▶ **WORK ITEM**
The reply should contain only the lines from the start of the records through the line with "thumb tip: (709, 509)", reproduced verbatim and without pictures.

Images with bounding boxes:

BEGIN

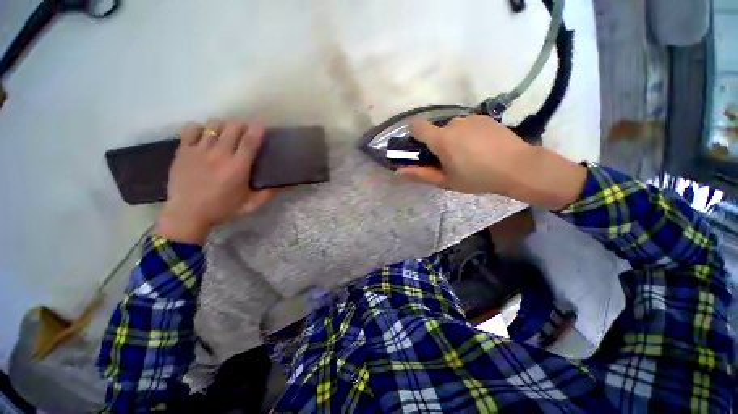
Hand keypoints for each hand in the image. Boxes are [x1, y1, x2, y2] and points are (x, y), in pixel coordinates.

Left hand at [155, 119, 273, 244]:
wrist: (186, 215)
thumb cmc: (222, 210)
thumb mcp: (250, 205)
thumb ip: (269, 194)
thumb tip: (288, 186)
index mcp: (238, 168)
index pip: (250, 141)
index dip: (257, 129)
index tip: (261, 125)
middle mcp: (219, 155)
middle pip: (232, 128)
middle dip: (241, 125)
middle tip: (245, 131)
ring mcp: (199, 151)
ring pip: (213, 125)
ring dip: (223, 126)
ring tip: (225, 133)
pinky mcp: (183, 151)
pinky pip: (191, 129)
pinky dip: (200, 128)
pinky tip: (204, 135)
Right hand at [397, 115, 586, 210]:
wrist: (518, 167)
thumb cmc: (477, 178)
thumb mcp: (446, 181)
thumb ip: (420, 174)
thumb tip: (398, 171)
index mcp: (441, 139)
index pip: (416, 125)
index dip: (414, 135)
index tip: (421, 148)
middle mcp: (453, 123)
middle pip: (436, 130)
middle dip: (438, 143)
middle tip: (451, 160)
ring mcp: (470, 118)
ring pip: (452, 127)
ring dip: (453, 139)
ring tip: (469, 155)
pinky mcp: (485, 117)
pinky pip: (467, 125)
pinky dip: (467, 134)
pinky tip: (481, 147)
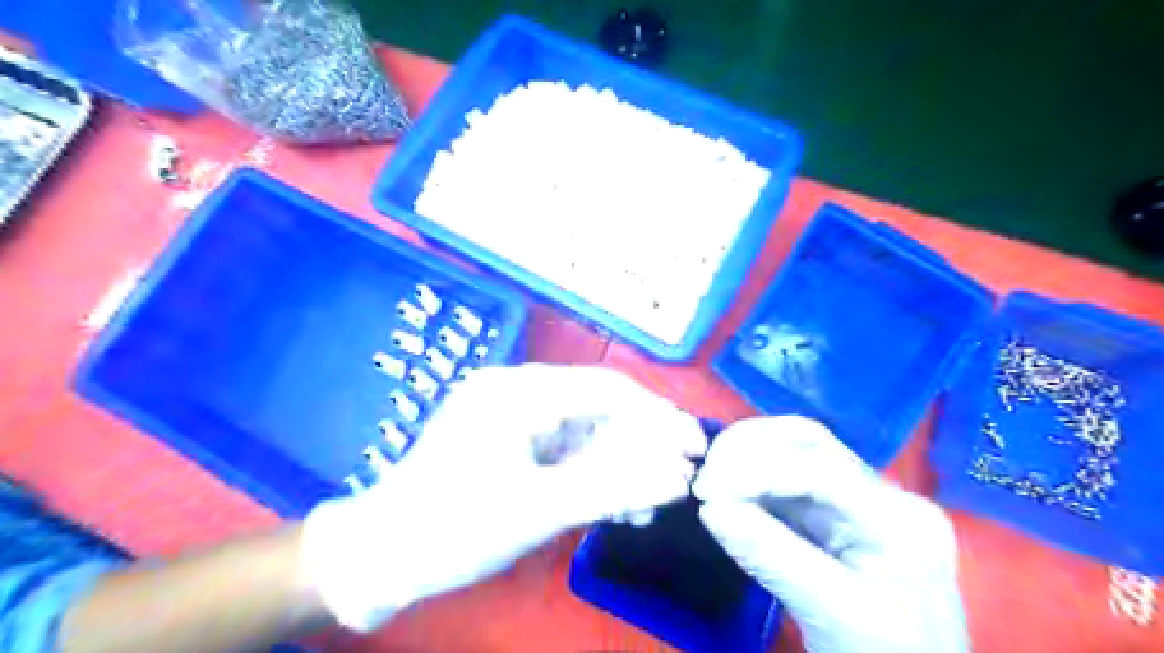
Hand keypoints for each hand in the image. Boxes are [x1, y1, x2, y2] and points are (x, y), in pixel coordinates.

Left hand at [296, 365, 699, 628]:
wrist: (380, 556)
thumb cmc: (454, 528)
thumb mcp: (538, 510)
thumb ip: (612, 490)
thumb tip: (678, 478)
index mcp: (518, 391)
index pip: (605, 390)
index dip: (656, 416)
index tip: (693, 445)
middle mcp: (516, 390)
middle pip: (597, 409)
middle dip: (640, 445)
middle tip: (678, 478)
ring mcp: (512, 415)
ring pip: (584, 430)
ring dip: (618, 463)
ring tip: (647, 502)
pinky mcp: (510, 439)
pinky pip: (563, 447)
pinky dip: (590, 471)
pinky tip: (613, 499)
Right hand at [690, 417, 964, 651]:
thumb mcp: (833, 615)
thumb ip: (770, 557)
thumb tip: (709, 509)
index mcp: (900, 518)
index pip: (822, 468)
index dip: (758, 470)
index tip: (706, 491)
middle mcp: (883, 494)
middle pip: (809, 442)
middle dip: (749, 448)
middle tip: (706, 478)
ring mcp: (858, 499)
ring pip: (794, 451)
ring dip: (746, 456)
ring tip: (710, 481)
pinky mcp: (833, 512)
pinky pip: (785, 479)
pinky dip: (750, 478)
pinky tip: (726, 491)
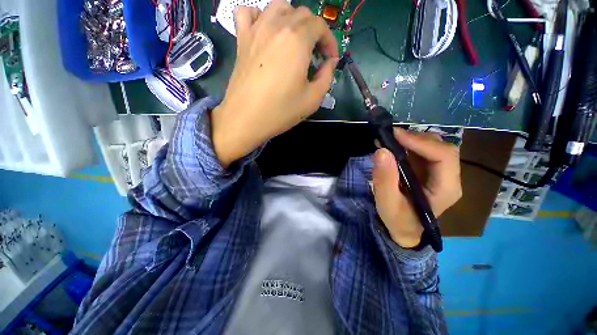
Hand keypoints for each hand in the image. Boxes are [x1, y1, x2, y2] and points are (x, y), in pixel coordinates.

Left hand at [211, 0, 338, 166]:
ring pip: (278, 7)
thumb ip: (326, 77)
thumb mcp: (312, 99)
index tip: (330, 60)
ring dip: (292, 19)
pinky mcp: (242, 39)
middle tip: (315, 55)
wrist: (246, 119)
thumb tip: (329, 63)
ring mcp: (256, 30)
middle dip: (315, 32)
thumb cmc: (280, 111)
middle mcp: (277, 26)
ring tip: (295, 40)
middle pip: (302, 14)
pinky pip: (249, 13)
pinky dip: (260, 16)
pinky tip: (266, 33)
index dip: (330, 42)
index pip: (320, 26)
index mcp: (297, 40)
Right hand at [372, 128, 461, 248]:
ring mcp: (439, 173)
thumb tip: (382, 151)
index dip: (421, 142)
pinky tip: (392, 145)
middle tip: (390, 136)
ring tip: (388, 139)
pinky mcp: (428, 171)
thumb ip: (385, 179)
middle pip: (441, 147)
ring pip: (432, 146)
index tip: (395, 136)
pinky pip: (422, 151)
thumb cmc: (398, 220)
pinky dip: (407, 144)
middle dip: (415, 138)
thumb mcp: (387, 203)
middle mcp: (448, 177)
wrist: (403, 228)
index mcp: (446, 188)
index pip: (444, 156)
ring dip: (411, 139)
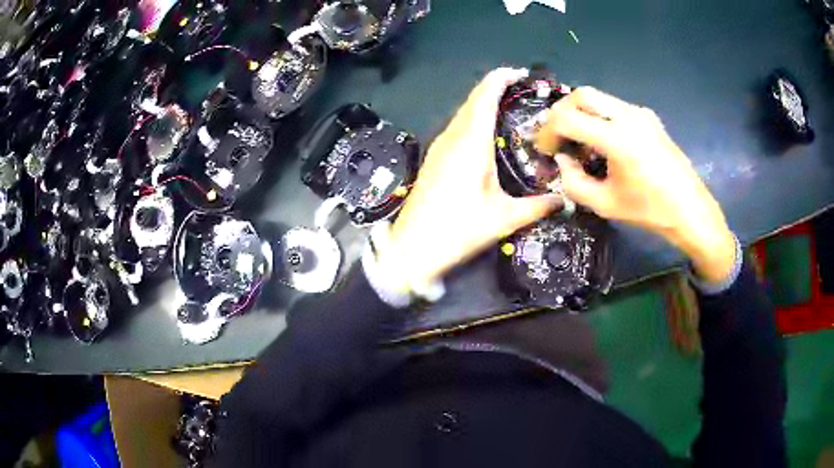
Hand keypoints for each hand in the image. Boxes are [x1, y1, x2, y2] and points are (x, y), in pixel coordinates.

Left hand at [377, 69, 561, 290]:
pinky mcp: (435, 157)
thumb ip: (537, 206)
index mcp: (470, 142)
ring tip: (512, 109)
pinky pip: (458, 127)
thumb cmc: (457, 230)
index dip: (501, 78)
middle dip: (497, 89)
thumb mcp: (503, 219)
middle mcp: (453, 137)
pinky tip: (490, 135)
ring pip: (464, 113)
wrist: (412, 248)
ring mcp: (440, 146)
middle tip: (525, 93)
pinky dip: (475, 120)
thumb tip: (565, 200)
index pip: (484, 96)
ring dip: (485, 103)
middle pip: (474, 100)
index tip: (521, 74)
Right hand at [534, 87, 735, 283]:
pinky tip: (602, 141)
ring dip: (581, 113)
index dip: (547, 132)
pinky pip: (615, 107)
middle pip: (582, 95)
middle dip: (561, 112)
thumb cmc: (650, 211)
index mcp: (617, 138)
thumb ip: (574, 181)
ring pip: (599, 98)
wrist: (691, 210)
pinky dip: (599, 117)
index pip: (567, 118)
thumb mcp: (605, 204)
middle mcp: (628, 116)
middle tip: (557, 136)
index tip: (544, 149)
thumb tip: (562, 160)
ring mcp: (640, 113)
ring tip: (578, 141)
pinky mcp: (648, 117)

END

▶ **RESPONSE FOR THIS EXERCISE**
Hand keypoints for each hand in the image. Boxes are [x1, y1, x2, y2] and points are (x, y), in pixel coordinates.

Left hand at [155, 119, 273, 244]:
wrist: (186, 215)
thumb cmc: (222, 210)
thumb mcp: (250, 205)
thumb ip: (269, 194)
thumb tip: (288, 186)
index mcp: (238, 168)
index pip: (250, 141)
index dip: (257, 129)
index tip: (261, 125)
middle mcp: (219, 155)
middle pip: (232, 128)
middle dip: (241, 125)
middle tip: (245, 131)
ring mcp: (199, 151)
ring pip: (213, 125)
ring dip: (223, 126)
ring tip: (225, 133)
pinky mcp: (183, 151)
pinky pip: (191, 129)
pinky dip: (200, 128)
pinky tip: (204, 135)
Right hand at [397, 115, 586, 210]:
wrist: (518, 167)
thumb cmc: (477, 178)
thumb mcp: (446, 181)
thumb ip: (420, 174)
thumb tip: (398, 171)
index mcp: (441, 139)
index pip: (416, 125)
index dip: (414, 135)
index tip: (421, 148)
middle mcp: (453, 123)
middle pip: (436, 130)
middle dip: (438, 143)
middle tip: (451, 160)
ring mcp: (470, 118)
ring pip: (452, 127)
ring dip: (453, 139)
ring tip: (469, 155)
pinky mcp: (485, 117)
pinky pip: (467, 125)
pinky dip: (467, 134)
pinky tip: (481, 147)
Hand keypoints for each hand in the image. Boxes are [x1, y1, x2, y2] and points are (x, y), in pixel coordinates.

Left hand at [296, 365, 699, 628]:
wrist: (380, 556)
thumb cmc: (454, 528)
thumb mcp: (538, 510)
thumb ip: (612, 490)
thumb tip: (678, 478)
index mcp: (518, 391)
index pip: (605, 390)
index dip: (656, 416)
index tip: (693, 445)
middle mcp: (516, 390)
middle pip: (597, 409)
middle dip: (640, 445)
middle tip: (678, 478)
ring mcp: (512, 415)
ring pip: (584, 430)
ring dip: (618, 463)
ring tip: (647, 502)
pinky mcp: (510, 439)
pinky pip: (563, 447)
pinky dip: (590, 471)
pinky tip: (613, 499)
Right hand at [690, 417, 964, 651]:
thumb mcp: (833, 615)
thumb ip: (770, 557)
thumb tip: (709, 509)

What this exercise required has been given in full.